You just want to unify the variables:
P = Pre,
S = Suff.
Alternatively, you can use the same same for P and Pre / S and Suff throughout.
If you change is to to = as suggested by David Tonhofer's answer, the whole thing works.
But I would like to add that you are complicating things a bit. You have identified correctly that append/3 can be used to compute list prefixes and suffixes. But for any list to be partitioned and any prefix, the suffix is unique, and is already computed by append/3! And the other way round: If you ask it to compute a suffix, it will also compute the prefix you seek. But then you throw these answers away and try to recompute a matching prefix or suffix. There is no need to do that.
If we make your prefix and suffix predicates a bit more explicit:
list_prefix_theonlypossiblematchingsuffix(List, Prefix, TheOnlyPossibleMatchingSuffix) :-
append(Prefix, TheOnlyPossibleMatchingSuffix, List).
list_suffix_theonlypossiblematchingprefix(List, Suffix, TheOnlyPossibleMatchingPrefix) :-
append(TheOnlyPossibleMatchingPrefix, Suffix, List).
We can see that once we have a given prefix for a list, there really is no more choice for the suffix (and vice versa):
?- list_prefix_theonlypossiblematchingsuffix([a, b, c, d], Prefix, MatchingSuffix).
Prefix = [],
MatchingSuffix = [a, b, c, d] ;
Prefix = [a],
MatchingSuffix = [b, c, d] ;
Prefix = [a, b],
MatchingSuffix = [c, d] ;
Prefix = [a, b, c],
MatchingSuffix = [d] ;
Prefix = [a, b, c, d],
MatchingSuffix = [] ;
false.
So there is no need to try to compute the prefix and suffix separately and to match up their lengths. It's enough to restrict the prefix, as the suffix will follow:
partition(List, Prefix, TheOnlyPossibleMatchingSuffix) :-
length(List, N),
PrefixLength is N div 2,
length(Prefix, PrefixLength),
list_prefix_theonlypossiblematchingsuffix(List, Prefix, TheOnlyPossibleMatchingSuffix).
This works as you want:
?- partition([a, b, c, d], Prefix, Suffix).
Prefix = [a, b],
Suffix = [c, d].
?- partition([a, b, c, d, e], Prefix, Suffix).
Prefix = [a, b],
Suffix = [c, d, e].
Once you have this, it's much clearer to replace the goal involving list_prefix_verylongpredicatename with what is really meant:
partition(List, Prefix, Suffix) :-
length(List, N),
PrefixLength is N div 2,
length(Prefix, PrefixLength),
append(Prefix, Suffix, List).
Coming from other programming languages it may be a bit unusual that a predicate like append/3 computes several things at once that have a deep relationship with each other, i.e., a prefix and the unique matching suffix. But this is one of the things that makes Prolog so expressive and powerful. Get used to it and profit from it!

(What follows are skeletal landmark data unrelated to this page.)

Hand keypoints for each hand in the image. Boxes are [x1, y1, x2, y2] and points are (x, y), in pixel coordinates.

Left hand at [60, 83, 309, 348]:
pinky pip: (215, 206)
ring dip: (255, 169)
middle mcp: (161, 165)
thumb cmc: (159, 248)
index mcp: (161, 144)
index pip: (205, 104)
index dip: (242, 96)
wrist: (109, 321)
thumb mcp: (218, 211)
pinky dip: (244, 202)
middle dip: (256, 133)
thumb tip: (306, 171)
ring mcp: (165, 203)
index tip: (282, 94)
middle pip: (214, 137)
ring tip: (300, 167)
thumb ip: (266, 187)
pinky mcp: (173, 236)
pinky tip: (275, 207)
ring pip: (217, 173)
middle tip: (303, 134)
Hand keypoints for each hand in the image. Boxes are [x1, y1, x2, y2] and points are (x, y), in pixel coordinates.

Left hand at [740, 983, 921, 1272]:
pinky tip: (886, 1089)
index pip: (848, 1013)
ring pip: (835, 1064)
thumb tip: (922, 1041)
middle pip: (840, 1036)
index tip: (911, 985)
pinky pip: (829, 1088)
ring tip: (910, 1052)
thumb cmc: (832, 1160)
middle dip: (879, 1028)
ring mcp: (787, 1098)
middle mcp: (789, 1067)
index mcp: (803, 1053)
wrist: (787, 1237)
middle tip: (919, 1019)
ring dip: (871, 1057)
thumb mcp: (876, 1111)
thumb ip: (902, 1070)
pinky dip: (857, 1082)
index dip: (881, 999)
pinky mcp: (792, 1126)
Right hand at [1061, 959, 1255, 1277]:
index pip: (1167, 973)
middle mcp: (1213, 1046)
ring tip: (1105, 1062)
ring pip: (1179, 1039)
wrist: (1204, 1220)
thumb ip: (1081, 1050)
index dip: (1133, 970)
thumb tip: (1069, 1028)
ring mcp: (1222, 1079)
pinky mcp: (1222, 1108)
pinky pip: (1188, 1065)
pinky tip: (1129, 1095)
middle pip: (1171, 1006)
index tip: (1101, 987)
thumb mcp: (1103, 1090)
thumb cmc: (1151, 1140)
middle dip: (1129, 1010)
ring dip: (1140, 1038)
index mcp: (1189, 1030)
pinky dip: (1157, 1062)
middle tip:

It seems to me that you're doing a lot of unnecessary work here.
This is all I think you need:
partition(L,P,S) :-
partition(L,L,P,S).
partition(L,[],[],L).
partition(([H|L],[_],[H],L).
partition([H|L],[_,_|L2],[H|P],S) :-
partition(L,L2,P,S).
If I query ?- partition([a],X,Y), write([X,Y]). then I get:
[[a], []]
true.
If I query ?- partition([a,b,c,d,e],X,Y), write([X,Y]). then I get:
[[a, b, c], [d, e]]
true.
Since you've already defined your prefixes and suffixes as
prefix(P,L) :- append(P, _, L). % prefix
suffix(S,L) :- append(_, S, L). % suffix
just smash the two together into one call,
partition(L,P,S) :-
append(P, S, L),
and this would be it, except you have additional conditions about the comparative lengths of the two near-halves, so just add them into the mix:
length( P, N), length( A, N), % same length, fresh list A
(A = [_|S] ; A = S). % S one shorter than P, or same length
And that's that. Testing:
2 ?- partition( [1,2,3], A, B ).
A = [1, 2],
B = [3].
3 ?- partition( L, [1,2], [3] ).
L = [1, 2, 3].
15 ?- partition( L, A, B ).
L = A, A = B, B = [] ;
L = A, A = [_G2477],
B = [] ;
L = [_G2477, _G2483],
A = [_G2477],
B = [_G2483] ;
L = [_G2477, _G2483, _G2492],
A = [_G2477, _G2483],
B = [_G2492] ;
L = [_G2477, _G2483, _G2489, _G2492],
A = [_G2477, _G2483],
B = [_G2489, _G2492]
....
Related
I am trying to write a predicate that will be true if X is a sublist of Y, without taking into account the first term and the last term of Y. For example, query listWithinList([b,c,d],[a,b,c,d,e]) would return True, but query listWithinList([b,c,d,e],[a,b,c,d,e]) would yield False because e, the last element of Y, should not be part of X.
Currently I have
listWithinList(X,Y):-append(_,Y2,Y), append(X,_,Y2).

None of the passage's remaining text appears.